Article 2 : L’exécution de la décision implicite par laquelle la préfète du Rhône a refusé le renouvellement du titre de séjour de Mme A…, est suspendue jusqu’à ce qu’il soit statué au fond sur la légalité de la décision.
Article 3 : Il est enjoint à la préfète du Rhône de réexaminer la demande de M.me A… dans un délai d’un mois à compter de la présente ordonnance, et de lui délivrer une attestation de prolongation d’instruction dans un délai de dix jours, l’ensemble sous astreinte de 50 euros par jour de retard.
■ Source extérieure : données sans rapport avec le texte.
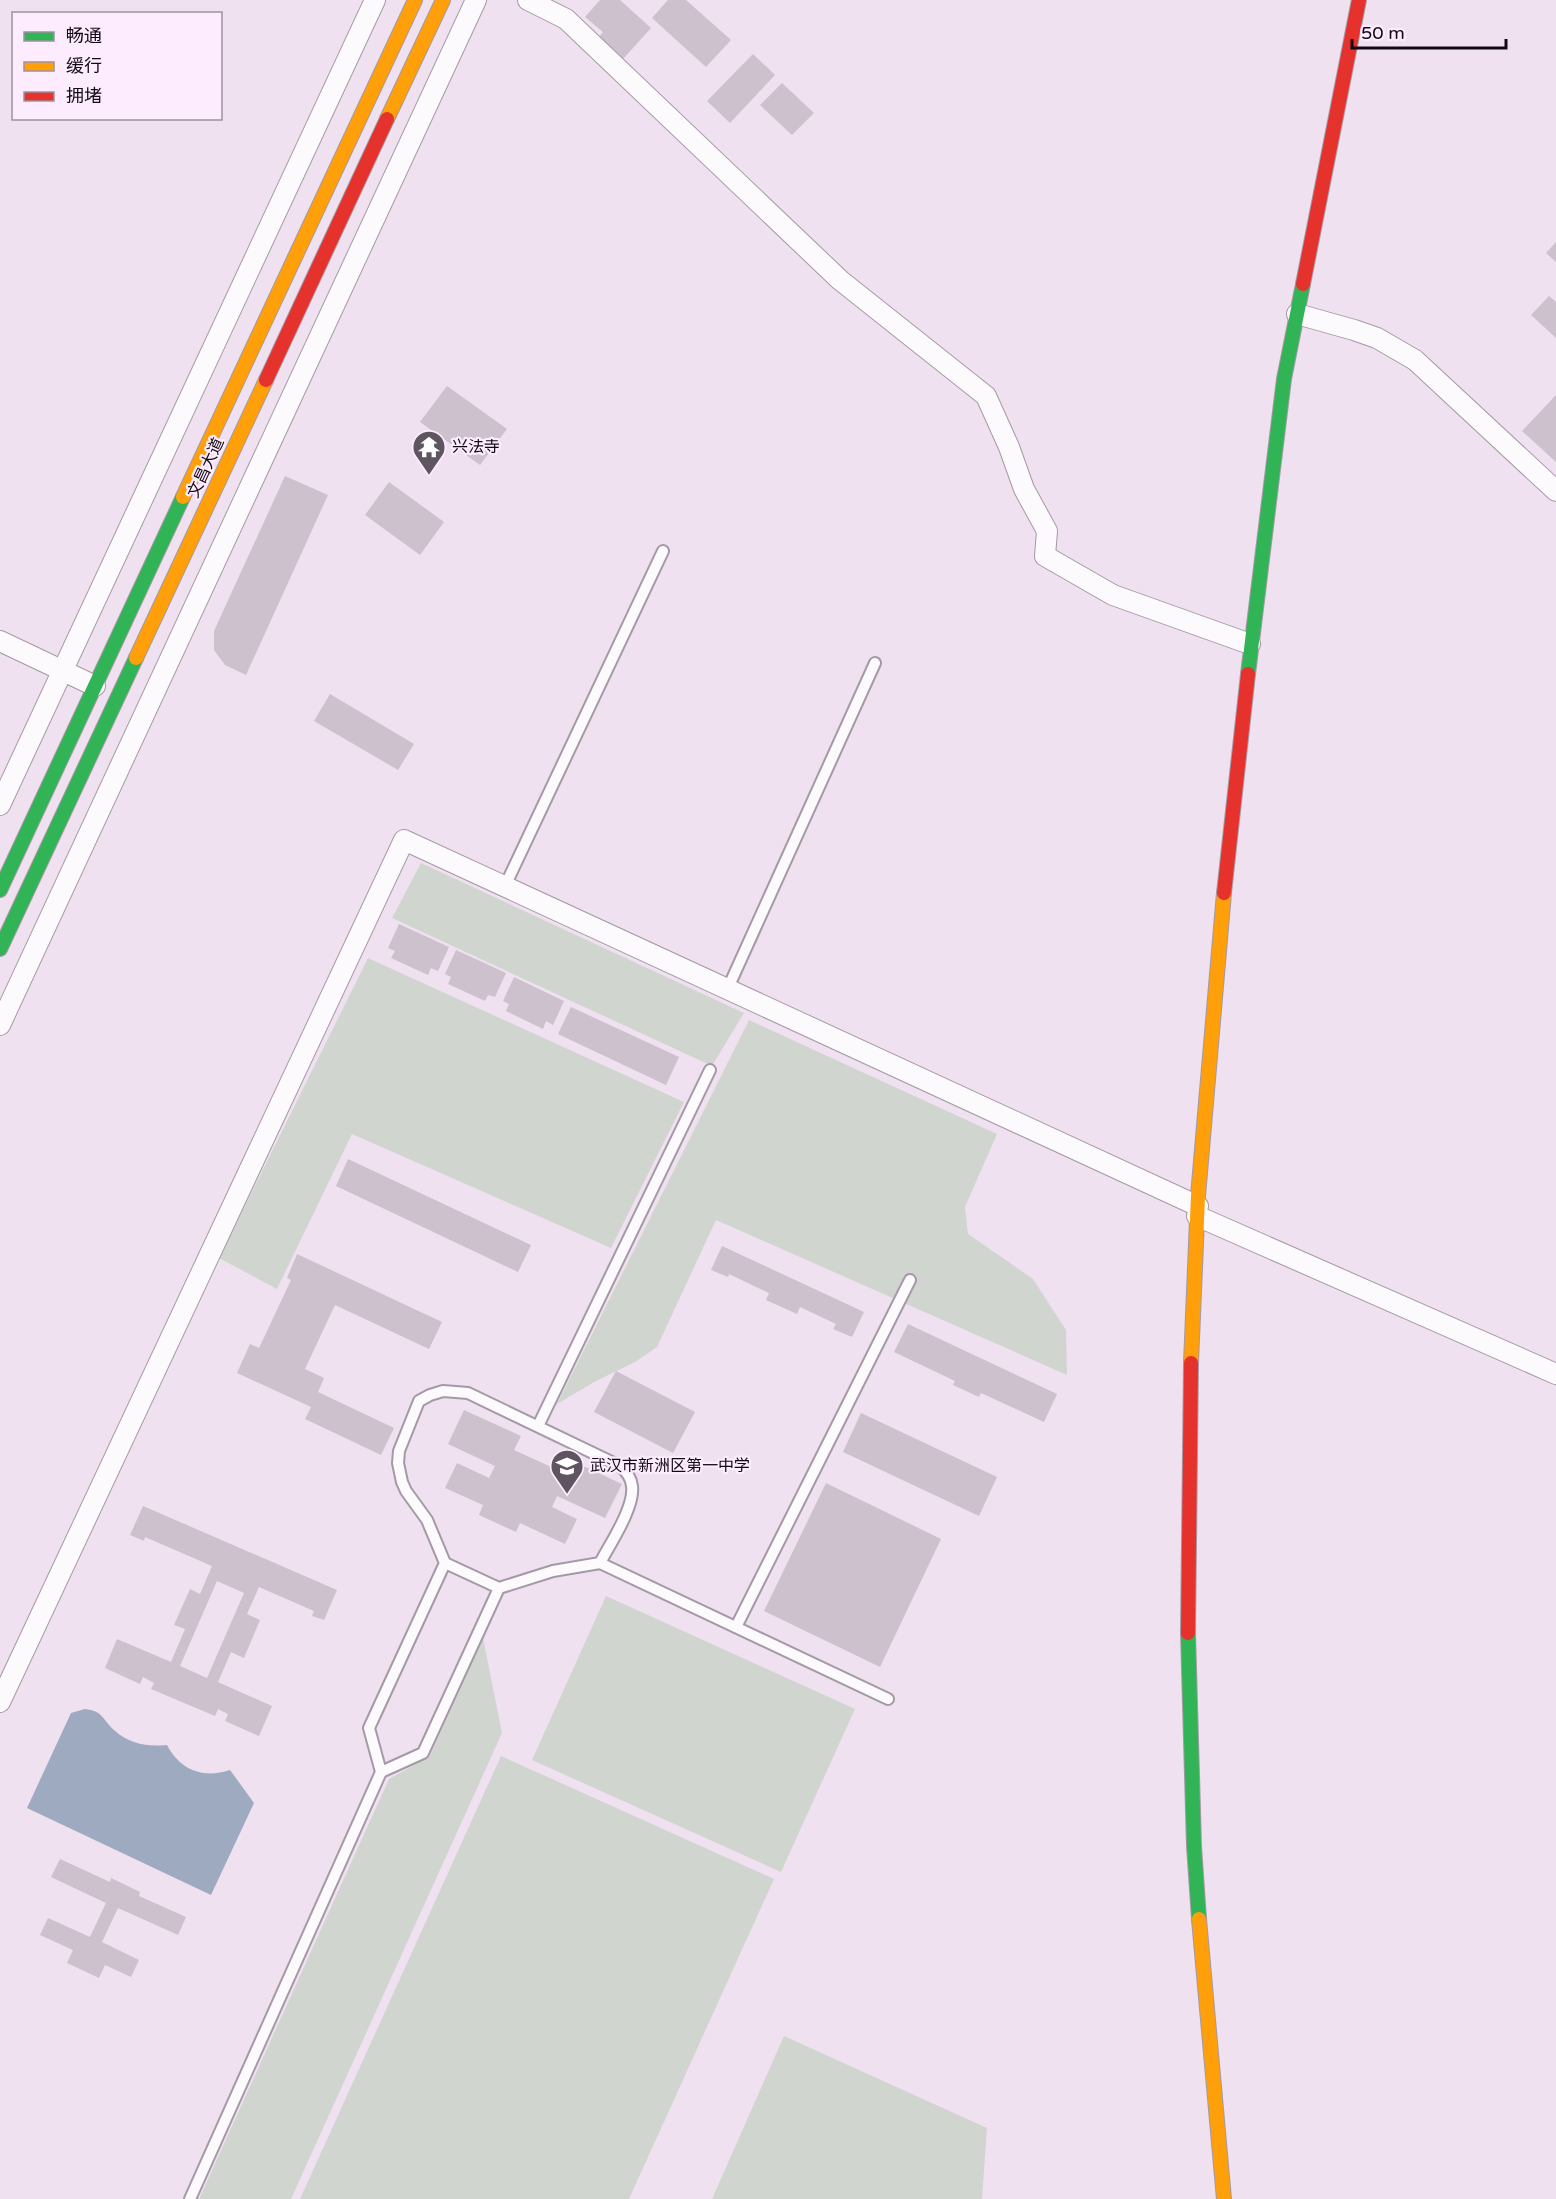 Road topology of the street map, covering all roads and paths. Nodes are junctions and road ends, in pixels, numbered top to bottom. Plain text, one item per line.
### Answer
1 (375, 0) edge
2 (415, 0) edge
3 (443, 0) edge
4 (476, 0) edge
5 (528, 0) edge
6 (1359, 0) edge
7 (1297, 314) junction
8 (1556, 491) edge
9 (663, 551) dead end
10 (0, 641) edge
11 (1250, 644) junction
12 (875, 663) dead end
13 (62, 670) junction
14 (95, 686) junction
15 (0, 805) edge
16 (505, 886) junction
17 (0, 890) edge
18 (0, 949) edge
19 (728, 988) junction
20 (0, 1025) edge
21 (710, 1070) dead end
22 (1198, 1211) junction
23 (910, 1280) dead end
24 (1556, 1374) edge
25 (538, 1426) junction
26 (445, 1563) junction
27 (600, 1563) junction
28 (499, 1588) junction
29 (736, 1627) junction
30 (888, 1699) dead end
31 (0, 1702) edge
32 (381, 1772) junction
33 (190, 2199) edge
34 (1224, 2199) edge

1 - 13 street
2 - 14 main road, 文昌大道
3 - 18 main road, 文昌大道
4 - 20 street
5 - 11 street
6 - 7 main road
7 - 8 street
7 - 11 main road
9 - 16 lane
10 - 13 street
11 - 22 main road
12 - 19 lane
13 - 14 street
13 - 15 street
14 - 17 main road, 文昌大道
16 - 19 street
16 - 31 street
19 - 22 street
21 - 25 lane
22 - 24 street
22 - 34 main road
23 - 29 lane
25 - 26 lane
25 - 27 lane
26 - 28 lane
26 - 32 lane
27 - 28 lane
27 - 29 lane
28 - 32 lane
29 - 30 lane
32 - 33 lane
Article 4 : L’État versera la somme de 1 000 euros à Me Nicolas en application des articles L. 761-1 du code de justice administrative et 37 de la loi du 10 juillet 1991, sous réserve de sa renonciation au bénéfice de l’aide juridictionnelle provisoire. Dans l’hypothèse où Mme A… ne serait pas admise définitivement à l’aide juridictionnelle, cette somme lui sera versée directement au titre de l’article L. 761-1 du code de justice administrative.
Article 5 : Le surplus des conclusions de la requête est rejeté.
Article 6 : La présente ordonnance sera notifiée à Mme B… A… et au ministre de l’intérieur.
Copie en sera adressée à la préfète du Rhône et à Me Nicolas.
Fait à Lyon, le 5 mai 2026.
Le juge des référés,
C. Bertolo
La République mande et ordonne au ministre de l’intérieur en ce qui le concerne, et à tous commissaires de justice à ce requis, en ce qui concerne les voies de droit commun contre les parties privées, de pourvoir à l’exécution de la présente décision.